#### Before Start

Start of the cohabiting couple projet.  

This project has been ran with Python 2.7.10, packages are listed [at the end of this notebook](#Packages). Packages are the ones present in `Winpython 2.7.10.2` (portable version) although some may has been actualized and should be matched to the `requirement.txt` present in the `./Programme/`  directory.

In order to run this series of Notebook you need to have : 
1. runed the Sas script `Convert_EDP_sas_to_csv.sas` with the Sas software in order to export to csv the 52 sas files that constitutes the EDP 2015. You will have to **modify the script** such that: 
 1. the first path point to the folder containing the `sas7bdat` files (you will likely only have to change the CASD project name).
 2. the second path point to `./Data/csv/` (but in absolute path) such that the  52 `csv` files are in the `./Data/csv/` folder.
 
This script takes about 15 minutes to get executed.

2. runed the notebook [create hdf](create_hdf.ipynb) you may need to ask the CASD services to increase the SWAP `pagefile.sys` such that you don't get `Memory Errors`.
This script creates the file `edp_2015_final.h5` of 69 Go that contains the whole EDP in an hadoop file system format (HDFS).
** Running the next cell will execute the script**.




In [1]:
import datetime
start_time = datetime.datetime.now(); print(start_time)

2019-04-26 16:36:20.710000


In [2]:
%%time
%%capture
%run create_hdf.ipynb

Wall time: 27min 40s


## Notebooks

I organized notebooks in two sets. 
The first one that must be runned in the presented order.

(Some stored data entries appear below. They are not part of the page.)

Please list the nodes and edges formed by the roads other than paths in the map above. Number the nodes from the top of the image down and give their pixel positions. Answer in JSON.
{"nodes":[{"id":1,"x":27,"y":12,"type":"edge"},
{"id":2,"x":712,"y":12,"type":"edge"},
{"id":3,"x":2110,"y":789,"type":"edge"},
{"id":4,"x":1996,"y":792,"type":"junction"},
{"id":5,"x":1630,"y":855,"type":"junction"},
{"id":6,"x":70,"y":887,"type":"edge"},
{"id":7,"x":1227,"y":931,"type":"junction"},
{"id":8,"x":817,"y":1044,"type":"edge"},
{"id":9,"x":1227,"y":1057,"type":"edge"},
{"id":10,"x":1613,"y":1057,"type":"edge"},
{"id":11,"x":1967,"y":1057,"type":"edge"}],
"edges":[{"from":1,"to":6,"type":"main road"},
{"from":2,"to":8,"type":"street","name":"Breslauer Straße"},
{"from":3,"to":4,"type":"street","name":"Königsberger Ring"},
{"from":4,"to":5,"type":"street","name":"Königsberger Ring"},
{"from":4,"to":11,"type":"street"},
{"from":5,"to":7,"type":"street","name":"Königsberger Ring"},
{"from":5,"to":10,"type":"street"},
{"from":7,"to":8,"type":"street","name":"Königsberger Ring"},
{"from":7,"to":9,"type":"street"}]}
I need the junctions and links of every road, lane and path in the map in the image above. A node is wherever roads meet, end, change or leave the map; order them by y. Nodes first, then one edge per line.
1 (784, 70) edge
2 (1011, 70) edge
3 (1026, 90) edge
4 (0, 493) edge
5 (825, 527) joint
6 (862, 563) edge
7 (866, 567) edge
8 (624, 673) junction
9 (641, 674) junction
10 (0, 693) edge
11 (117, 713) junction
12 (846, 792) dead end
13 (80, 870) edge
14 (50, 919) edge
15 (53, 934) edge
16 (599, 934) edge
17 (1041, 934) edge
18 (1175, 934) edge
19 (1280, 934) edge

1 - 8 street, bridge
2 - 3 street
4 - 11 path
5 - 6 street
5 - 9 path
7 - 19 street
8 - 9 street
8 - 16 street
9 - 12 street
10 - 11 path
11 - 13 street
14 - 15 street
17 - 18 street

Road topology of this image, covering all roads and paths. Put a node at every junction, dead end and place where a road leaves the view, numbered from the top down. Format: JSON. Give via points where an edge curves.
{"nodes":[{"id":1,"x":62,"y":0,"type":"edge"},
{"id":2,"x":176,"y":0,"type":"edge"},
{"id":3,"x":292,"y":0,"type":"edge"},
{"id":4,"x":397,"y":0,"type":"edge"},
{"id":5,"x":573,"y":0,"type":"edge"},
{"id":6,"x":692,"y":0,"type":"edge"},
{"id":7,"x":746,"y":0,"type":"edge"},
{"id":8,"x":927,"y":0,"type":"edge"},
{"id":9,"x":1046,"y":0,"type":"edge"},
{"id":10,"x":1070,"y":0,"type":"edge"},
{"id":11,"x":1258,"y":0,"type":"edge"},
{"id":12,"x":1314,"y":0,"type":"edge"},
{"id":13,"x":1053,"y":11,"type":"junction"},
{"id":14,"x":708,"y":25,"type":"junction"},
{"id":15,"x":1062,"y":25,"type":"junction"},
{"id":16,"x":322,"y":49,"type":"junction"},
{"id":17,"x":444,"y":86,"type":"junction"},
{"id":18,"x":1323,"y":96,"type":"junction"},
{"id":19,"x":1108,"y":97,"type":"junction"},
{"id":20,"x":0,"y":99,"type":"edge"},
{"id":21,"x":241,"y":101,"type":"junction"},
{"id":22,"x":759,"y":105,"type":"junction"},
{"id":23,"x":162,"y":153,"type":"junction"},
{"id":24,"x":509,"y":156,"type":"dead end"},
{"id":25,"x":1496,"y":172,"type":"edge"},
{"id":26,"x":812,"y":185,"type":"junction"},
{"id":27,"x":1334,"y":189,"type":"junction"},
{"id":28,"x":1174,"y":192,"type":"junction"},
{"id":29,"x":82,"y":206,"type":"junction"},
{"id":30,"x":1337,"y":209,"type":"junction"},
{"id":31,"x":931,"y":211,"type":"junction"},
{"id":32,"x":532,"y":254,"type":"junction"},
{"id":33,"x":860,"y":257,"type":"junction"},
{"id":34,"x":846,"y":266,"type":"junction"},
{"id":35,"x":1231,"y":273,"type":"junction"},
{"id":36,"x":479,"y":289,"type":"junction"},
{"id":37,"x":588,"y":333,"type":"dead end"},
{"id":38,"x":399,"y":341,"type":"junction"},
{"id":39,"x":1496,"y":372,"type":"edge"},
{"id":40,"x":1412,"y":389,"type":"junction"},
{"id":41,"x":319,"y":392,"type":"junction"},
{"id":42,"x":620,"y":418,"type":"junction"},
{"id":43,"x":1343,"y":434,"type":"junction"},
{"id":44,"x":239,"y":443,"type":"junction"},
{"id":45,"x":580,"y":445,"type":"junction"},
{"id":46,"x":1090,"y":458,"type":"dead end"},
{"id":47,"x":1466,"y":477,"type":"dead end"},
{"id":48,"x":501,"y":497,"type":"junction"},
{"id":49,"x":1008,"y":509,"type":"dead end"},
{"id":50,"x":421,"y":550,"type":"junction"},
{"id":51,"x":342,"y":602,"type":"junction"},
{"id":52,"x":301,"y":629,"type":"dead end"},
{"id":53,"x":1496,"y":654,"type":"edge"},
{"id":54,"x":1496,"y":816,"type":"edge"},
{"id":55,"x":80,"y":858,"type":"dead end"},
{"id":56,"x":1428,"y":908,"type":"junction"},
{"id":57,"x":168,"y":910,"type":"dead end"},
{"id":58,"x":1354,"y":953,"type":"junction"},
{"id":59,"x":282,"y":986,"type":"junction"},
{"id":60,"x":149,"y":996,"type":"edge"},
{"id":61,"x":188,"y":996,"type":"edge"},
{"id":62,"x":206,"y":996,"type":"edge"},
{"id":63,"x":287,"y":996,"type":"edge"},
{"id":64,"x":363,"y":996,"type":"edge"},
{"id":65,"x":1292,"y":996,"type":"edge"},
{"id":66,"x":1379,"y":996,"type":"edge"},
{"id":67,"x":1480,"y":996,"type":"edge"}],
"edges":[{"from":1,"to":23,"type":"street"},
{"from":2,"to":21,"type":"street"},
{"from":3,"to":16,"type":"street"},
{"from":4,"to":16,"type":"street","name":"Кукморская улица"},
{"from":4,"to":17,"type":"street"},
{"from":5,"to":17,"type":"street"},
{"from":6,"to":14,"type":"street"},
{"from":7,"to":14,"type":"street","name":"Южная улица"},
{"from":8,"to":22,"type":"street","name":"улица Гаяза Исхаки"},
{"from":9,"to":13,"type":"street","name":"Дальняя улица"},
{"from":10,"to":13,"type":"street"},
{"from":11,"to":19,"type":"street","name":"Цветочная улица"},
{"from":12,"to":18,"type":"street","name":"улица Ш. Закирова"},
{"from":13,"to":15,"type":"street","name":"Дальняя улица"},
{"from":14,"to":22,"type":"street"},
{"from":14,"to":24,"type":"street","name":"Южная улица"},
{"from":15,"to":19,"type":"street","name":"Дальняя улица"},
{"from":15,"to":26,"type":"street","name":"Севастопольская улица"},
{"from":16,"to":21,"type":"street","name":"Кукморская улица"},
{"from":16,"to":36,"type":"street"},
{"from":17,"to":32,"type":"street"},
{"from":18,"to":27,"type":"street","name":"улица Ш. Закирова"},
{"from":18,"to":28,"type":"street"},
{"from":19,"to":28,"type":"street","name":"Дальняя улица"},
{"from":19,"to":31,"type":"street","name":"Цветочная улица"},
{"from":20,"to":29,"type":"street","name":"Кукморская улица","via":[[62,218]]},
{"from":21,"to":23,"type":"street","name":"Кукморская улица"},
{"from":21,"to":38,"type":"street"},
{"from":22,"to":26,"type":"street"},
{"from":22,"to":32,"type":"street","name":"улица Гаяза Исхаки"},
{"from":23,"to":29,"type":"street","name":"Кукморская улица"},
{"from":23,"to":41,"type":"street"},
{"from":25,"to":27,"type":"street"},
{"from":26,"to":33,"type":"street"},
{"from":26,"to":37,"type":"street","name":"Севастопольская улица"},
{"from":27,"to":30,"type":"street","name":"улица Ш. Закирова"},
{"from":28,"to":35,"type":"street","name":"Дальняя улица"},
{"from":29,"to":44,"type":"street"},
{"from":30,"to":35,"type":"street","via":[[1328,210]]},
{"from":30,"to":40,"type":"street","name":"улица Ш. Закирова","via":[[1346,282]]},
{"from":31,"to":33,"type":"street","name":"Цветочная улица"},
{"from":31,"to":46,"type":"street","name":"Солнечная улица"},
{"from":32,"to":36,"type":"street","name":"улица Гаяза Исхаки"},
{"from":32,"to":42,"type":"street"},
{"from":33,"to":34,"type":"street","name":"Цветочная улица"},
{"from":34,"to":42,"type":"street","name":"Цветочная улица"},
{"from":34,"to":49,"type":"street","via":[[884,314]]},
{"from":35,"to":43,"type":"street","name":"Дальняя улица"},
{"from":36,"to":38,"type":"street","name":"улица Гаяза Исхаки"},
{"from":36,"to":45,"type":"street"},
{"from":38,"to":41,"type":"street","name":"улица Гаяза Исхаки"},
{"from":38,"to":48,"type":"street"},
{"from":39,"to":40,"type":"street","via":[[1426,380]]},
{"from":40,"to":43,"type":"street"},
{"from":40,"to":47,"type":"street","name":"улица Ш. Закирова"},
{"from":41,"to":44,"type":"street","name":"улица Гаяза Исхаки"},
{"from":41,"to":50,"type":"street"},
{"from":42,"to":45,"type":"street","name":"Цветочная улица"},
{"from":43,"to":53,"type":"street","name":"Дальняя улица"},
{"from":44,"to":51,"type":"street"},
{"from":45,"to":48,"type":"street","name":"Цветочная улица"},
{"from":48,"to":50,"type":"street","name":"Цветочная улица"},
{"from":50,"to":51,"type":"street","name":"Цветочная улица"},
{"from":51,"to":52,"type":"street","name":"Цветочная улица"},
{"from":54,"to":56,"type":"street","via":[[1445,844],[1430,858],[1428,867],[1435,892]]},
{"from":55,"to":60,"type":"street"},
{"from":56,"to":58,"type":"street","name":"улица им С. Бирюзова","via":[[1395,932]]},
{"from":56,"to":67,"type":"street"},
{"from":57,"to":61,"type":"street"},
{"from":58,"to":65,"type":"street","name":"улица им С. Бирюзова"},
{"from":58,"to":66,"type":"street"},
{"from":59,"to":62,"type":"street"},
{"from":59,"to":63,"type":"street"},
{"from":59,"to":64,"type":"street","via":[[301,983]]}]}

**Running this notebook** will execute those notebooks in the script section (without modifying the executed notebooks).  
Then the  [Results](### Results) notebooks that contains the restults of the articles and that must be run independently. 


#### First set:

1. [Data preparation : Isolate cohabiting couples](./Programme/Data_preparation_isolate_cohabiting_couples.ipynb)
This script isolates the cohabiting couples with children under 18 from the other types of households. It creates Pickles that contains households `ID_FISC_LOG_DFF`.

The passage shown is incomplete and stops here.